**WORK TO COMPLETE**
Each line of the material that mentions the word "path" is to be copied.

**INPUT**

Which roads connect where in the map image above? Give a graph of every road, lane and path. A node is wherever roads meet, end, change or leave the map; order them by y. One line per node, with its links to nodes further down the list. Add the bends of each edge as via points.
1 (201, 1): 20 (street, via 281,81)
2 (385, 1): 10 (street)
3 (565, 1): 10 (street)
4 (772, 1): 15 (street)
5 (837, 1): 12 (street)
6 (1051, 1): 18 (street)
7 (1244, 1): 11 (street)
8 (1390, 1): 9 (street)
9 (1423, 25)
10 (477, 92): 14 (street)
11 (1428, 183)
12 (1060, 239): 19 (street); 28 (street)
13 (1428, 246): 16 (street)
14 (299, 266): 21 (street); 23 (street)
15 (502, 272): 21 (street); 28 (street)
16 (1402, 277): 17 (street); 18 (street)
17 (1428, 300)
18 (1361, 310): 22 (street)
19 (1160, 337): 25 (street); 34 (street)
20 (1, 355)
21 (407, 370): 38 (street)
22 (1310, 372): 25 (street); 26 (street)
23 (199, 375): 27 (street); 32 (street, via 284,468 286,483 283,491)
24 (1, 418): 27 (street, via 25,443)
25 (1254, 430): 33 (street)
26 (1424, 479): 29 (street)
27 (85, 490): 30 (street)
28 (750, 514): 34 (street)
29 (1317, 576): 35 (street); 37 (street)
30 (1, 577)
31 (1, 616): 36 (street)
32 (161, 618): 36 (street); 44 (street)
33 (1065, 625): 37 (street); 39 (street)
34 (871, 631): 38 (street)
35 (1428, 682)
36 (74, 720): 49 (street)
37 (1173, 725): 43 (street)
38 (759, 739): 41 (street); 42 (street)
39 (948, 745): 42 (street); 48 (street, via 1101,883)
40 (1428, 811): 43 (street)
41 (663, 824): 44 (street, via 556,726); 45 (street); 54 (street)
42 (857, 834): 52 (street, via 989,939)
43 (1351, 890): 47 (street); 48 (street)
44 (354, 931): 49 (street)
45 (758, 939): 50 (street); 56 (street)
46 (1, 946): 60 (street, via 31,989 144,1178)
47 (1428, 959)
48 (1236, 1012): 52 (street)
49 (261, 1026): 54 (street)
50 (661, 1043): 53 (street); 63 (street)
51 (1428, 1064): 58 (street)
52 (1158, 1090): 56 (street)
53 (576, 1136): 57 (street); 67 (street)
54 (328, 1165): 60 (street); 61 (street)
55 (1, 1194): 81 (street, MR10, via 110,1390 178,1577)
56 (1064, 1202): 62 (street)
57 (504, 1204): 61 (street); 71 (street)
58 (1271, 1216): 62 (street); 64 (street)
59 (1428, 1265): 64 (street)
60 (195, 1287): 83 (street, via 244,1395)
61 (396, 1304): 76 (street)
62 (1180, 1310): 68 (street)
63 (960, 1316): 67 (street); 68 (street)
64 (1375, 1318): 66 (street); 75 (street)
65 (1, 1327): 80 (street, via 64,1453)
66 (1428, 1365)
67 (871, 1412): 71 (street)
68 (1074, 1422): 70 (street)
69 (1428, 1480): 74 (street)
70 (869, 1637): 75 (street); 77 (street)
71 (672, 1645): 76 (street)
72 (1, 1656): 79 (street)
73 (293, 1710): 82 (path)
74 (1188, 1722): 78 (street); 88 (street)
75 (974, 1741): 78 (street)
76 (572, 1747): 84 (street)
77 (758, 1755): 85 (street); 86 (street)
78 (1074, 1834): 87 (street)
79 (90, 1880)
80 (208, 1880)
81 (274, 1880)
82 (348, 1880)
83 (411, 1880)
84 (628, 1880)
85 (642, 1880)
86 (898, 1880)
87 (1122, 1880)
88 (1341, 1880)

**THE COMPLETED TASK**
Which roads connect where in the map image above? Give a graph of every road, lane and path. A node is wherever roads meet, end, change or leave the map; order them by y. One line per node, with its links to nodes further down the list. Add the bends of each edge as via points.
73 (293, 1710): 82 (path)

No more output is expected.